[Saved data entries]
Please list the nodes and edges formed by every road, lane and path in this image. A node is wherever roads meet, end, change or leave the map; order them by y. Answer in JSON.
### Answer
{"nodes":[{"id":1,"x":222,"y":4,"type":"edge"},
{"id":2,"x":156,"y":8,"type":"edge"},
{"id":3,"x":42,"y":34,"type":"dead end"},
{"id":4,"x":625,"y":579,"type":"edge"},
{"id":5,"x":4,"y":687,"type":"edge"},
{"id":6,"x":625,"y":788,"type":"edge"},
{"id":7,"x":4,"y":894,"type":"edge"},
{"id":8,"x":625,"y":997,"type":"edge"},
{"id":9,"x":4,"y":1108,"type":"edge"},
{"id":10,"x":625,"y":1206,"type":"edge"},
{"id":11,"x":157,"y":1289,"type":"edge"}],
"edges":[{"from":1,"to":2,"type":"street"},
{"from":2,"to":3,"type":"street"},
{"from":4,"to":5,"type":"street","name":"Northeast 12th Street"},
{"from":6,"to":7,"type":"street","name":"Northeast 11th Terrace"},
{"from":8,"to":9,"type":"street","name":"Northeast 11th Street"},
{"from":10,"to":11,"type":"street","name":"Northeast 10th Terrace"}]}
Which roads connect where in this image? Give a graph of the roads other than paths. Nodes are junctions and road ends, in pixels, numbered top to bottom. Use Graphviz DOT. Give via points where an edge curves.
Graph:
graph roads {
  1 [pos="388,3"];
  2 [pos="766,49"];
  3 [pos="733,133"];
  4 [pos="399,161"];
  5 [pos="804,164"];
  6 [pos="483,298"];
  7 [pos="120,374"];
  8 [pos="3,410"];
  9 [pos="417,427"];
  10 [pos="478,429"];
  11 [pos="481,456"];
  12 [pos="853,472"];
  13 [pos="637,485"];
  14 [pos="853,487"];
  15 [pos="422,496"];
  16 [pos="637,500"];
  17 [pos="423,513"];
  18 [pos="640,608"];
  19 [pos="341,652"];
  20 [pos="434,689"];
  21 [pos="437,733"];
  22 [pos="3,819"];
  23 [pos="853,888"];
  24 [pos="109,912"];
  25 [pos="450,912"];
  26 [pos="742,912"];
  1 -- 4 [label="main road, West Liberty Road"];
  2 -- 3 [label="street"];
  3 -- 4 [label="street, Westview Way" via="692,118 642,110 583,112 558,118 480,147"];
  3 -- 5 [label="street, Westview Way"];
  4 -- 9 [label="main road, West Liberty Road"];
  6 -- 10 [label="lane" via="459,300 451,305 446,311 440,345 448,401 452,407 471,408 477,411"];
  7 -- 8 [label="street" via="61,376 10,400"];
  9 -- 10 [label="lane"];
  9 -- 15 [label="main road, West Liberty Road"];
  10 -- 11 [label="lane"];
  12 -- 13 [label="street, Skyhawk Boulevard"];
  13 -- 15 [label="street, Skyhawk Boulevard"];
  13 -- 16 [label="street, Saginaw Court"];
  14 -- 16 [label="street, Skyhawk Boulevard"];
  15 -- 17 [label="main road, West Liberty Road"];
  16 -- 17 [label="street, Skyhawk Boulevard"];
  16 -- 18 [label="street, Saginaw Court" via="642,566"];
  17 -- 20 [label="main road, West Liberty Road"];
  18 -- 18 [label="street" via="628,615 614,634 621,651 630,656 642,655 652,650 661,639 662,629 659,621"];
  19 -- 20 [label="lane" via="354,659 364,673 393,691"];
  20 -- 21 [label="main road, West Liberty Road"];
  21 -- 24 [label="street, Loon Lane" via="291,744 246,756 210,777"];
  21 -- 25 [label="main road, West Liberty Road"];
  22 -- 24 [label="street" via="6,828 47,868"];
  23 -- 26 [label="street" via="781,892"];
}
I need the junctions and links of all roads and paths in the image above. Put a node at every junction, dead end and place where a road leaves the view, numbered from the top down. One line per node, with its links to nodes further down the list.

• Your goal:
Retype every record above exactly as written.

• Written solution:
Please list the nodes and edges formed by every road, lane and path in this image. A node is wherever roads meet, end, change or leave the map; order them by y. Answer in JSON.
### Answer
{"nodes":[{"id":1,"x":222,"y":4,"type":"edge"},
{"id":2,"x":156,"y":8,"type":"edge"},
{"id":3,"x":42,"y":34,"type":"dead end"},
{"id":4,"x":625,"y":579,"type":"edge"},
{"id":5,"x":4,"y":687,"type":"edge"},
{"id":6,"x":625,"y":788,"type":"edge"},
{"id":7,"x":4,"y":894,"type":"edge"},
{"id":8,"x":625,"y":997,"type":"edge"},
{"id":9,"x":4,"y":1108,"type":"edge"},
{"id":10,"x":625,"y":1206,"type":"edge"},
{"id":11,"x":157,"y":1289,"type":"edge"}],
"edges":[{"from":1,"to":2,"type":"street"},
{"from":2,"to":3,"type":"street"},
{"from":4,"to":5,"type":"street","name":"Northeast 12th Street"},
{"from":6,"to":7,"type":"street","name":"Northeast 11th Terrace"},
{"from":8,"to":9,"type":"street","name":"Northeast 11th Street"},
{"from":10,"to":11,"type":"street","name":"Northeast 10th Terrace"}]}
Which roads connect where in this image? Give a graph of the roads other than paths. Nodes are junctions and road ends, in pixels, numbered top to bottom. Use Graphviz DOT. Give via points where an edge curves.
Graph:
graph roads {
  1 [pos="388,3"];
  2 [pos="766,49"];
  3 [pos="733,133"];
  4 [pos="399,161"];
  5 [pos="804,164"];
  6 [pos="483,298"];
  7 [pos="120,374"];
  8 [pos="3,410"];
  9 [pos="417,427"];
  10 [pos="478,429"];
  11 [pos="481,456"];
  12 [pos="853,472"];
  13 [pos="637,485"];
  14 [pos="853,487"];
  15 [pos="422,496"];
  16 [pos="637,500"];
  17 [pos="423,513"];
  18 [pos="640,608"];
  19 [pos="341,652"];
  20 [pos="434,689"];
  21 [pos="437,733"];
  22 [pos="3,819"];
  23 [pos="853,888"];
  24 [pos="109,912"];
  25 [pos="450,912"];
  26 [pos="742,912"];
  1 -- 4 [label="main road, West Liberty Road"];
  2 -- 3 [label="street"];
  3 -- 4 [label="street, Westview Way" via="692,118 642,110 583,112 558,118 480,147"];
  3 -- 5 [label="street, Westview Way"];
  4 -- 9 [label="main road, West Liberty Road"];
  6 -- 10 [label="lane" via="459,300 451,305 446,311 440,345 448,401 452,407 471,408 477,411"];
  7 -- 8 [label="street" via="61,376 10,400"];
  9 -- 10 [label="lane"];
  9 -- 15 [label="main road, West Liberty Road"];
  10 -- 11 [label="lane"];
  12 -- 13 [label="street, Skyhawk Boulevard"];
  13 -- 15 [label="street, Skyhawk Boulevard"];
  13 -- 16 [label="street, Saginaw Court"];
  14 -- 16 [label="street, Skyhawk Boulevard"];
  15 -- 17 [label="main road, West Liberty Road"];
  16 -- 17 [label="street, Skyhawk Boulevard"];
  16 -- 18 [label="street, Saginaw Court" via="642,566"];
  17 -- 20 [label="main road, West Liberty Road"];
  18 -- 18 [label="street" via="628,615 614,634 621,651 630,656 642,655 652,650 661,639 662,629 659,621"];
  19 -- 20 [label="lane" via="354,659 364,673 393,691"];
  20 -- 21 [label="main road, West Liberty Road"];
  21 -- 24 [label="street, Loon Lane" via="291,744 246,756 210,777"];
  21 -- 25 [label="main road, West Liberty Road"];
  22 -- 24 [label="street" via="6,828 47,868"];
  23 -- 26 [label="street" via="781,892"];
}
I need the junctions and links of all roads and paths in the image above. Put a node at every junction, dead end and place where a road leaves the view, numbered from the top down. One line per node, with its links to nodes further down the list.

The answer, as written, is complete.